• Action item
Filter task. Return each line of the material that holds the string "Bartiner".

• Source material
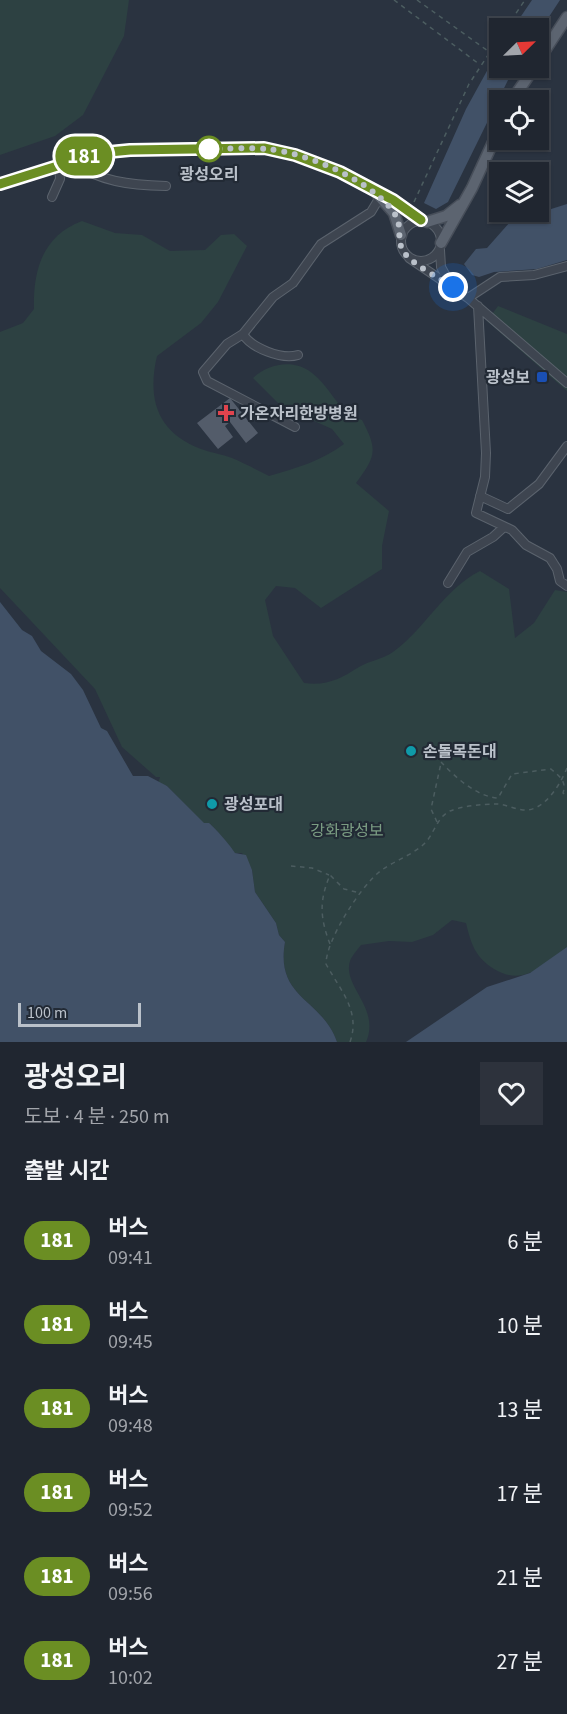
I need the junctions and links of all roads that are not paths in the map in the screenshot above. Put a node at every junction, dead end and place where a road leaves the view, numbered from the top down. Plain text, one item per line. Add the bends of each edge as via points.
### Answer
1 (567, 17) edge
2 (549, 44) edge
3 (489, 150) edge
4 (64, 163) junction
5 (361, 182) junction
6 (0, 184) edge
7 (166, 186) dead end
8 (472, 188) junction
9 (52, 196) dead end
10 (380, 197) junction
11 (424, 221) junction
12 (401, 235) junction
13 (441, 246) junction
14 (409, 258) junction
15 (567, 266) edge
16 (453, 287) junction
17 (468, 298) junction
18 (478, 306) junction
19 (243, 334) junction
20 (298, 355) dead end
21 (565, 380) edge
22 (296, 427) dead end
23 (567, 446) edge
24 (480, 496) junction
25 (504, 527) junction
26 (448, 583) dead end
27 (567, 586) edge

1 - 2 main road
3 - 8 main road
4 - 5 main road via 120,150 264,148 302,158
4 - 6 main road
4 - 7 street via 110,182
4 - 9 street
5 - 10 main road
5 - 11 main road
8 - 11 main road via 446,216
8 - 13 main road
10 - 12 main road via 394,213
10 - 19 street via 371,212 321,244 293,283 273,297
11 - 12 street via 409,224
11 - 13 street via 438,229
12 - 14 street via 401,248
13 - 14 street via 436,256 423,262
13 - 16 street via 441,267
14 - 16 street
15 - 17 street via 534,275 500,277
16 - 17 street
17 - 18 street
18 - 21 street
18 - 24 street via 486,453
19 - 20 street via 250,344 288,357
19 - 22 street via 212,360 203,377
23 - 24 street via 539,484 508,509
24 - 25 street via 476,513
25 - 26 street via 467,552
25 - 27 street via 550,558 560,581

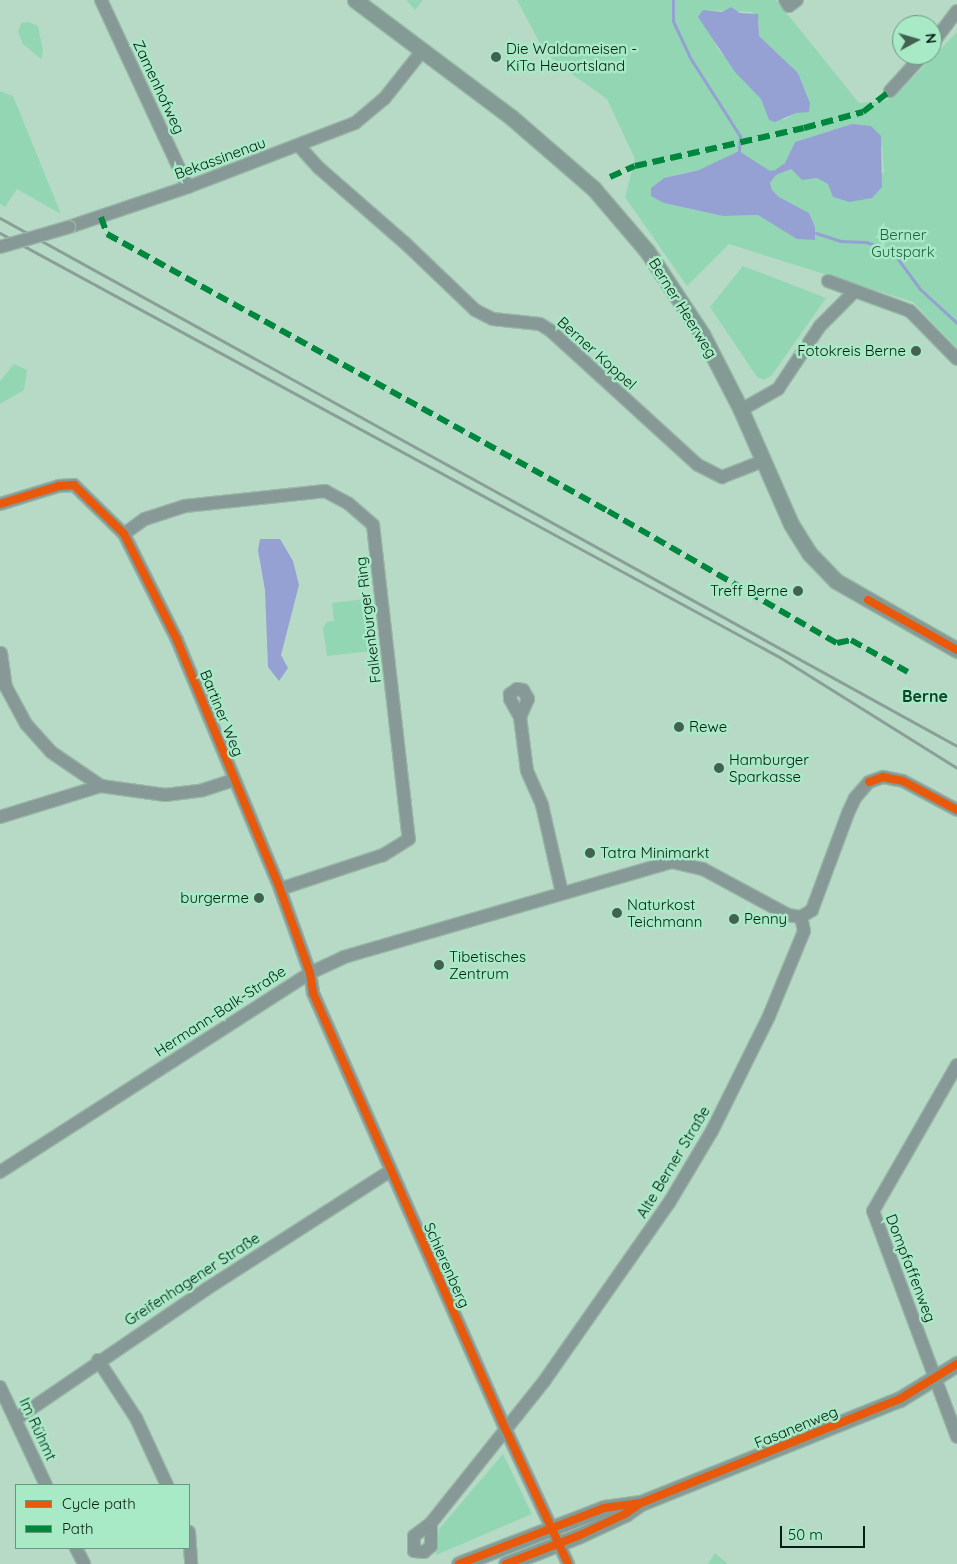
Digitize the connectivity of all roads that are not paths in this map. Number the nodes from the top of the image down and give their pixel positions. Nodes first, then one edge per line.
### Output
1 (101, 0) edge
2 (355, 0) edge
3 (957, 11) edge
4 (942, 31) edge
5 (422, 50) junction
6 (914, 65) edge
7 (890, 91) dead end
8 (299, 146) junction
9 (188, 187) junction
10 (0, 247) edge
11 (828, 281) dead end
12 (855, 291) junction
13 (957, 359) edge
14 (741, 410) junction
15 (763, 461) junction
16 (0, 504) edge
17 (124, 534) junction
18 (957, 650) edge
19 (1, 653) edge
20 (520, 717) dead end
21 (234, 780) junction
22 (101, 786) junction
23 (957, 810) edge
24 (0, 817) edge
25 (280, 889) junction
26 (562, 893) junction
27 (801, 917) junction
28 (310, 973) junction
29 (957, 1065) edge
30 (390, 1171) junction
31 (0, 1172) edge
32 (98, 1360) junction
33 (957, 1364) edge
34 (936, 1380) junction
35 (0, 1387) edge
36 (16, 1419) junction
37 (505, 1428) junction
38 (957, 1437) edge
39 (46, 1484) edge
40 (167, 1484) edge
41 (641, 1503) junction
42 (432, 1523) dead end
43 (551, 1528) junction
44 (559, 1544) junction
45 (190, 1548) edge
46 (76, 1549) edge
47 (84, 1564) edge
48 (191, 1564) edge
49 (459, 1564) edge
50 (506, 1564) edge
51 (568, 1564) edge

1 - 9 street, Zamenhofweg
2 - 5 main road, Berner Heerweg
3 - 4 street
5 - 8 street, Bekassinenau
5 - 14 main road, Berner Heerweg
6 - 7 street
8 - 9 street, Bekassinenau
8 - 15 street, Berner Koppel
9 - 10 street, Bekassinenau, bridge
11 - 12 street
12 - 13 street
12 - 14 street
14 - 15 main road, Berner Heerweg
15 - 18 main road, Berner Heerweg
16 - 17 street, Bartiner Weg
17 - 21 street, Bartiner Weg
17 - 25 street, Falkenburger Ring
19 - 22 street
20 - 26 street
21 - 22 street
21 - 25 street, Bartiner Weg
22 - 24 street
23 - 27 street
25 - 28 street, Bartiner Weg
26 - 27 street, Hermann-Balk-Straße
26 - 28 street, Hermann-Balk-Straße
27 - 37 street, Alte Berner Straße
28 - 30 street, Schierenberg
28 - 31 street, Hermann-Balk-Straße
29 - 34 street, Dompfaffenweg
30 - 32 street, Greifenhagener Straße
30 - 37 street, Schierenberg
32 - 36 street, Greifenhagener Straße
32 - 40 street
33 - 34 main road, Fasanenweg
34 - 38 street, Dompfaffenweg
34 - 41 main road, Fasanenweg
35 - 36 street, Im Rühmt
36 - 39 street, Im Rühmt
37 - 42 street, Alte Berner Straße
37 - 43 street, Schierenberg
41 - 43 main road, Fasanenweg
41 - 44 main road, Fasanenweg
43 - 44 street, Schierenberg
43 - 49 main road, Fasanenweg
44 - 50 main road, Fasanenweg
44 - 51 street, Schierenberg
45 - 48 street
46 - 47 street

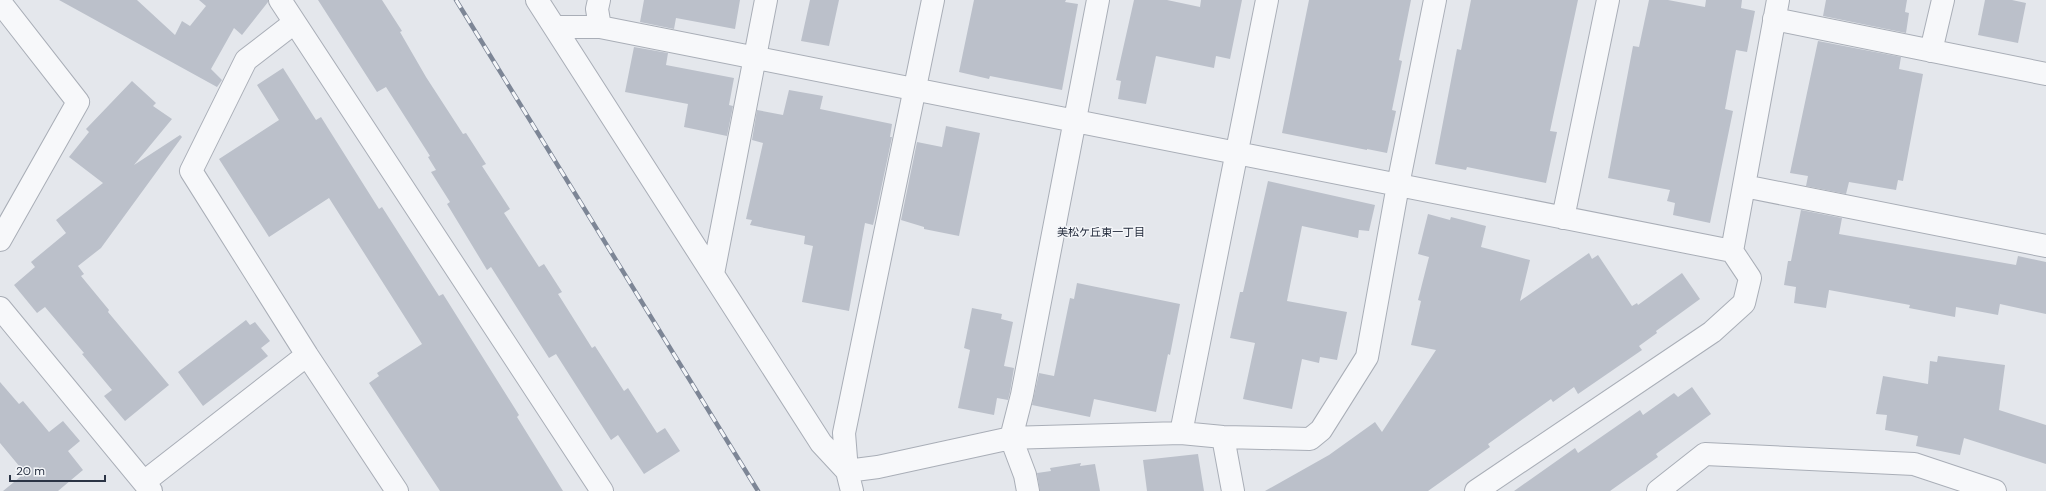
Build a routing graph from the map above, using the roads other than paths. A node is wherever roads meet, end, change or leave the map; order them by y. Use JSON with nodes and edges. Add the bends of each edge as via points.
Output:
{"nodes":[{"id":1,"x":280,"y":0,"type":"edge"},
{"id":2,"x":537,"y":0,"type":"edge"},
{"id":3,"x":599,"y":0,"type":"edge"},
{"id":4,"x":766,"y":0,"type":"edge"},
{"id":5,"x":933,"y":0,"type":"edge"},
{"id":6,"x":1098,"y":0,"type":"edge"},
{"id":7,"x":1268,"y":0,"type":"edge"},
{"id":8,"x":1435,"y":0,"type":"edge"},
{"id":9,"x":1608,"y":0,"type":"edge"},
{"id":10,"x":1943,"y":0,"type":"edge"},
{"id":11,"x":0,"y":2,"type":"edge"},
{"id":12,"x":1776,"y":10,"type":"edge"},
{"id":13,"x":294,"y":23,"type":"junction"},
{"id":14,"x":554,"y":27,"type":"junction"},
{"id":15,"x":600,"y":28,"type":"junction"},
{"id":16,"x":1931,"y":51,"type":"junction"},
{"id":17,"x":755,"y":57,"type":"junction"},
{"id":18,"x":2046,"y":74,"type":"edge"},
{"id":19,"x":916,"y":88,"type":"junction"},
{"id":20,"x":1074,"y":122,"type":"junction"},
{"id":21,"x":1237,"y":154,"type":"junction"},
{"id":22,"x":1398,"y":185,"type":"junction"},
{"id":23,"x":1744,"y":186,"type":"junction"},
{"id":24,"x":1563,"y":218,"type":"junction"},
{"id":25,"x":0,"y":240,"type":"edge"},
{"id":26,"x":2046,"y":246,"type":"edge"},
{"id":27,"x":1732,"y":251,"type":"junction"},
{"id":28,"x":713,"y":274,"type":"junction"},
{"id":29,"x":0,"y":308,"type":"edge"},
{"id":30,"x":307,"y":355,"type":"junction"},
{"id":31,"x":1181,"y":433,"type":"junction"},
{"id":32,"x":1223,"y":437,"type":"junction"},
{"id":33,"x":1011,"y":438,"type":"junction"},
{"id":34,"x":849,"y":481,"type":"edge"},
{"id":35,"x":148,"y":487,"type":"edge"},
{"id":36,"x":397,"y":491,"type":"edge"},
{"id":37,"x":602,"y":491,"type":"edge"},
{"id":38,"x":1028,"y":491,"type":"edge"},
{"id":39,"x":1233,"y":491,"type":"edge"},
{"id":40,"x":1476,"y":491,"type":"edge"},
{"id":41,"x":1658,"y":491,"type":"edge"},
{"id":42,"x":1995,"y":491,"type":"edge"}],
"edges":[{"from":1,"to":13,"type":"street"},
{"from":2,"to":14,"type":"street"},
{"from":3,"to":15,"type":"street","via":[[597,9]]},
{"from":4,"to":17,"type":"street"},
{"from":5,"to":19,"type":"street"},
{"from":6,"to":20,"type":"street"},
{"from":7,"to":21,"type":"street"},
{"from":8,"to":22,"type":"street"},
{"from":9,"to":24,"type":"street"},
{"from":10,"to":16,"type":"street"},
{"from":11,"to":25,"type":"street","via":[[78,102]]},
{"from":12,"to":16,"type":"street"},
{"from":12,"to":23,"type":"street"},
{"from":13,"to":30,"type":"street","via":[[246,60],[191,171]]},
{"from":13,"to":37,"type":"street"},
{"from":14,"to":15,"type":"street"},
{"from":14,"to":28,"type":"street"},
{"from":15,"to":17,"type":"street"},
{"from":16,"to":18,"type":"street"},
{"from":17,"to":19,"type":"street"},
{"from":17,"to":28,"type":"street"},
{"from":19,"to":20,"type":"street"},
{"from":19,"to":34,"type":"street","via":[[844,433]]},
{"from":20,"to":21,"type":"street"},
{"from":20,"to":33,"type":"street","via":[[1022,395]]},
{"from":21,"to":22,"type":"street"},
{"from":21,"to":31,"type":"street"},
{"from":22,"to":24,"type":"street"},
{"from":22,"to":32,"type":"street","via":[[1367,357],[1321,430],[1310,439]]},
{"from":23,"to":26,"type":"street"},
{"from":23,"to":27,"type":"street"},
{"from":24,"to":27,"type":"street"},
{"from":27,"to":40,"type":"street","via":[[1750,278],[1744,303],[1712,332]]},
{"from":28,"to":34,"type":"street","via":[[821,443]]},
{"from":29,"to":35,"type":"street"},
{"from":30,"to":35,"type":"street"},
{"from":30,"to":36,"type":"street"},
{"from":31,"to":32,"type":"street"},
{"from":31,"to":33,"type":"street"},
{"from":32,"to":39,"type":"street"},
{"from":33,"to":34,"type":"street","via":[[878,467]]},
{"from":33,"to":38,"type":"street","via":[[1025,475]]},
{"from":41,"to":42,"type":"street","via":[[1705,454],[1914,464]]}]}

• Task answer
16 - 17 street, Bartiner Weg
17 - 21 street, Bartiner Weg
21 - 25 street, Bartiner Weg
25 - 28 street, Bartiner Weg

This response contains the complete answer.